I bought my first horse in 1996. On our 30th anniversary we went to Cheltenham, where I first met that fantastic man, John Mulhern, the Irish trainer, for lunch. That night I joined them in London for dinner. Inevitably I found myself saying to Cathy in the aftermath, ‘Do you fancy buying a horse? I think it’ll be a release for me.’
‘Where did you get that one from?’ she said. ‘Alex – the problem with you is that you’ll want to buy every bloody horse.’
But it did open this release valve for me. Instead of stagnating in my office or burning time in endless telephone conversations, I could switch my thoughts to the Turf. It was a welcome distraction from the gruelling business of football – and that’s why I threw myself into it, to enable me to escape the obsession with my job. Winning two Grade 1 races with What A Friend has been a highlight. The Lexus Chase and the Aintree Bowl. The day before the Aintree race, we had been beaten by Bayern Munich in the Champions League. One minute my head was on the floor. The next day I was winning a Grade 1 race at Liverpool.

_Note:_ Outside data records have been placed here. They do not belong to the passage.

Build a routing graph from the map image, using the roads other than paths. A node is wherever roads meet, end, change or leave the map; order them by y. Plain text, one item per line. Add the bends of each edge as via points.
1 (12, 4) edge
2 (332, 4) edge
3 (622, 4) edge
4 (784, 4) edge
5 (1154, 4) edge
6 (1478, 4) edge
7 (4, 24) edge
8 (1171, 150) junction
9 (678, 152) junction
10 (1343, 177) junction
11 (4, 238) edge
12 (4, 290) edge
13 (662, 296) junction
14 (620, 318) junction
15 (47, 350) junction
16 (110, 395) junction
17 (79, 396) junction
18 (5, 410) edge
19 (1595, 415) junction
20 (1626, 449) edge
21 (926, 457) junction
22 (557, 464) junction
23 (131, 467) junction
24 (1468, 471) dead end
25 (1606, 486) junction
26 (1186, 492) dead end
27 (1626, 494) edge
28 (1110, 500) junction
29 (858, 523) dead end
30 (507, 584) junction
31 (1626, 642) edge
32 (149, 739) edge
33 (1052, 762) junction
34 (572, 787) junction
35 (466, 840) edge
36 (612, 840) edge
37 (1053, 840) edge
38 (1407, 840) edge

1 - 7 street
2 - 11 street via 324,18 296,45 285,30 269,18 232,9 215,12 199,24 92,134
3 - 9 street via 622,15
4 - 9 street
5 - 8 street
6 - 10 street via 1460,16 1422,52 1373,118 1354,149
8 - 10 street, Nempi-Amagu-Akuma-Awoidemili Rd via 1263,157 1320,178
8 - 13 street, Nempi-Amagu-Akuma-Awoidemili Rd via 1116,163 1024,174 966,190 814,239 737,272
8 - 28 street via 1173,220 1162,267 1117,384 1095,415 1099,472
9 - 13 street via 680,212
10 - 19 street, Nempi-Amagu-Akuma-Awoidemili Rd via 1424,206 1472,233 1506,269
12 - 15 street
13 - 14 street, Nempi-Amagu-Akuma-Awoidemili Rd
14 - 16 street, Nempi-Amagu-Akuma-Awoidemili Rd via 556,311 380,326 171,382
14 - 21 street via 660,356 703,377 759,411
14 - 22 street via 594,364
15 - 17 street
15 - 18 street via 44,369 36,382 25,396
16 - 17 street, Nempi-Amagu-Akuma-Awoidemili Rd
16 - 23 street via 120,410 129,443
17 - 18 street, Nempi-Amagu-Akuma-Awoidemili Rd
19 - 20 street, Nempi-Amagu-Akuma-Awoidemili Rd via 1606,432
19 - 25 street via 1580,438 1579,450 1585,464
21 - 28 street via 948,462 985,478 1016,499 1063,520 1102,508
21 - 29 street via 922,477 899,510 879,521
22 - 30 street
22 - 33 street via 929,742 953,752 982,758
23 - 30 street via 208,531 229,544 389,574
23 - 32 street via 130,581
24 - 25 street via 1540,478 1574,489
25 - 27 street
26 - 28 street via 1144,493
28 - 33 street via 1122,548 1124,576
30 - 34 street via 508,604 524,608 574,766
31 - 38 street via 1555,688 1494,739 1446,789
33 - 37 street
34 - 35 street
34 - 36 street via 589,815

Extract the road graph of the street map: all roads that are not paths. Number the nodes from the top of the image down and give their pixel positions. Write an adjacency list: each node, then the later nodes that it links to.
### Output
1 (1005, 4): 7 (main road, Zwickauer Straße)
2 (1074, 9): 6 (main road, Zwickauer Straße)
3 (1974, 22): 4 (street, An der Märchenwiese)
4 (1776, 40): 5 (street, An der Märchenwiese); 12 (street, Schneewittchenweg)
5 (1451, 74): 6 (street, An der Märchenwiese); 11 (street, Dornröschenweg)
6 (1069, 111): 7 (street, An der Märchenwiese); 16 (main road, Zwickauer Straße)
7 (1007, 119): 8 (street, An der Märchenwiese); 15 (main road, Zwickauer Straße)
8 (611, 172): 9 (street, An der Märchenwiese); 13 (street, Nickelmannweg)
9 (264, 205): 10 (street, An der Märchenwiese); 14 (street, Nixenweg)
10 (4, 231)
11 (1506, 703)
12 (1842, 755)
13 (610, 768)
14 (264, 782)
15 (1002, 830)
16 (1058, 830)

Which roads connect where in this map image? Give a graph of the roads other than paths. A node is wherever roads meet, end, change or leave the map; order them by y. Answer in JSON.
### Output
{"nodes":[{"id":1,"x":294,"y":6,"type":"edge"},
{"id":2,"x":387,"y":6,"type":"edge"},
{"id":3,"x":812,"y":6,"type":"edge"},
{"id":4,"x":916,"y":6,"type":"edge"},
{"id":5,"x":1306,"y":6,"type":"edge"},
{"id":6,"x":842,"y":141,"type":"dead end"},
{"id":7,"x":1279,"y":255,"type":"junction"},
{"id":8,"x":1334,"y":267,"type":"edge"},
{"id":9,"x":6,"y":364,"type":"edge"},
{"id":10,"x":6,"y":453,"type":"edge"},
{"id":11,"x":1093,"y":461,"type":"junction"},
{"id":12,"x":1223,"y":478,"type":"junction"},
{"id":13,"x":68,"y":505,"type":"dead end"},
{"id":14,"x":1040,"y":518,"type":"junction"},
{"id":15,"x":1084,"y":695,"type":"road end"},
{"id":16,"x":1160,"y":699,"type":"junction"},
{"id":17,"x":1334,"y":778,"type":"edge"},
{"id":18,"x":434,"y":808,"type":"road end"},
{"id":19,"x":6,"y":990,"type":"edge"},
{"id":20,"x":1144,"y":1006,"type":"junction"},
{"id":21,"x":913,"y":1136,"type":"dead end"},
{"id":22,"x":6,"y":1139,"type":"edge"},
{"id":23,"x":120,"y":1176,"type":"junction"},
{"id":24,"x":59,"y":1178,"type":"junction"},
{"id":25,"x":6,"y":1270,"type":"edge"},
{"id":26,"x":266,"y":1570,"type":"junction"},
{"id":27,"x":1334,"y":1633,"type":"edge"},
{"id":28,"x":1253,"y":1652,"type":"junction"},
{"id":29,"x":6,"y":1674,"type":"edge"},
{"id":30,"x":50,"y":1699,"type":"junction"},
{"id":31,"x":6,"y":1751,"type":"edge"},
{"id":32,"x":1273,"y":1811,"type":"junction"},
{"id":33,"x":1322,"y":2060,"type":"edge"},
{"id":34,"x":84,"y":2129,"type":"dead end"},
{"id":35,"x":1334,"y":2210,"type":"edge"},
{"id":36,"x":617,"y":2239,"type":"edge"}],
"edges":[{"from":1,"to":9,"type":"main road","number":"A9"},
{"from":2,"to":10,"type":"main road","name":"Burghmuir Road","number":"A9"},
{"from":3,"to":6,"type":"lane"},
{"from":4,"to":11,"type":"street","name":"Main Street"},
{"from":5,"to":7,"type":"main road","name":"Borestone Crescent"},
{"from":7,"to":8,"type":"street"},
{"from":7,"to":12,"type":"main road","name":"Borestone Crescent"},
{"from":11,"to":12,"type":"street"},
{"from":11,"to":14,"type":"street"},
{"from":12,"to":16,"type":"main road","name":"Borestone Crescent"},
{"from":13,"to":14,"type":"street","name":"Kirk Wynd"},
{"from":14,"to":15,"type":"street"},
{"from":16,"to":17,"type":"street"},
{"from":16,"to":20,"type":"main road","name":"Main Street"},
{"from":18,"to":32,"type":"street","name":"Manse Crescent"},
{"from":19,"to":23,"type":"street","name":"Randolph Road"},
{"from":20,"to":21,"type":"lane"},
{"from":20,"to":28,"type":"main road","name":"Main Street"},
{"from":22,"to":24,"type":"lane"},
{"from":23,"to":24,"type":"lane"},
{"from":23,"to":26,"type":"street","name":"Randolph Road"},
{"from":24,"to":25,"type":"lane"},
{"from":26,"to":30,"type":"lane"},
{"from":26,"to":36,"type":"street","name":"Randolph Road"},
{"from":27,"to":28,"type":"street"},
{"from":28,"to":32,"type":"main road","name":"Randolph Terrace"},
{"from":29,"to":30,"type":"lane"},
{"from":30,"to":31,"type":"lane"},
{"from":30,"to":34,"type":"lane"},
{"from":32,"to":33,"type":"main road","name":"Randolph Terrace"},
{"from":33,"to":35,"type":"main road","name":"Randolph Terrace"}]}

My first horse, Queensland Star, was named after a ship my dad worked on and helped to build. Trainers have told me of owners who’ve never had a winner. I’ve had 60 or 70 and I now have shares in around 30 horses. I’m very keen on the Highclere Syndicate: Harry Herbert, who runs it, is a great personality and a fine salesman. You know exactly what’s happening with the horses, with information every day.
Rock of Gibraltar was a wonderful horse; he became the first in the northern hemisphere to win seven consecutive Group 1 races, beating Mill Reef’s record. He ran in my colours under an agreement I had with the Coolmore racing operation in Ireland. My understanding was that I had a half share in the ownership of the horse; theirs was that I would be entitled to half the prize money. But it was resolved. The matter was closed when we reached a settlement agreeing that there had been a misunderstanding on both sides.
Obviously there was a potential clash between my racing interests and the ownership of the club, and when a man stood up at the AGM and insisted I resign there was awkwardness for me. I have to say that at no point was I sidetracked from my duties as manager of Manchester United. I have an excellent family lawyer in Les Dalgarno and he managed the process on my behalf. It didn’t affect my love of racing and I am on good terms now with John Magnier, the leading figure at Coolmore.
Racing taught me to switch off, along with reading books and buying wine. That side of my life developed really from 1997, when I hit that wall and realised I needed to do something else to divert my thoughts from football. Learning about wine also helped in that respect. I started buying with Frank Cohen, a big collector of contemporary art and a neighbour of mine. When Frank went abroad for a while, I started buying on my own.